In November I was asked to speak at a breakfast seminar. I chose to speak on Neighbourhood Plans (NPs). I did so, because it seemed to be a subject where national politics is sending out a twin message. Localism is to be encouraged, but so is housing growth. As I hadn’t previously been involved in a Neighbourhood Plan (although that was soon to change), the occasion was a chance to review case law and appeal precedents.
I learned that the Tattenhall case (a judicial review of a development proposal in Tattenhall, Cheshire), was a lead to best practice approach. In that instance the NP sought a spread of homes. That strategy was a local choice and the judgement confirmed that if other choices were not wanted through a democratic NP process, then they didn’t represent reasonable alternatives. Strategic environmental assessments could therefore be more democratic than objective.
I then learnt of the Henfield case. This was much more recent and where the judicial review outcome was a rebuke for the NP Inspector and the LPA. They had not recognised how recent, local appeal evidence was material to the consideration of reasonable alternatives. Hence, unlike Tattenhall, local preferences were not absolute.
Then I learned about the NP at Swanwick, where the findings of the Examination Inspector was so unwelcome locally, that the local electorate voted against their own NP at the eventual referendum. Hence, localism prevailed but not in the spirit of encouraging housing growth.

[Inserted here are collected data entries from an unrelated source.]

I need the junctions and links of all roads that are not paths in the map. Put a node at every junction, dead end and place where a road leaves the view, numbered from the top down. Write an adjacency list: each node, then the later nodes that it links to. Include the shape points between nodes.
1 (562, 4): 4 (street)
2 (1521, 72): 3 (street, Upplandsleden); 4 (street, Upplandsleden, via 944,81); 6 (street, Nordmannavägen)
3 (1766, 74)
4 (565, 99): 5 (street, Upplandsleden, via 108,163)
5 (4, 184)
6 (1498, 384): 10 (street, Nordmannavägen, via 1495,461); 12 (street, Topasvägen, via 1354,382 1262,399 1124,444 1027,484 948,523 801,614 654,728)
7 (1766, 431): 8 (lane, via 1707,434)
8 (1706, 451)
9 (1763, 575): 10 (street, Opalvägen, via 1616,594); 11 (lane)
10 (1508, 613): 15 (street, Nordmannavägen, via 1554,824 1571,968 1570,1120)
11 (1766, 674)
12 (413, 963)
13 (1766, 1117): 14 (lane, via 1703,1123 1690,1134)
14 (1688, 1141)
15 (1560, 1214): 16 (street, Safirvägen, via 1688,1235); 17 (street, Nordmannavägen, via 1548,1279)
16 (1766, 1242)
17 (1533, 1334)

The Yapton appeal decision (a housing scheme in West Sussex) in November offered the most useful guidance. Here an Inspector recommended approval to new homes as there was a lack of 5 year housing supply. However the Secretary of State dismissed the appeal as the Yapton NP had sufficiently flexible boundaries to its village map so it could anticipate later growth requirements. The NP was therefore to be supported over the lack of housing supply.
However soon Yapton and my presentation, Planning Minister Gavin Barwell, offered written ministerial guidance that if a NP is current and the housing land supply is no less than 3 years, the NP policy takes priority. Watch this space!!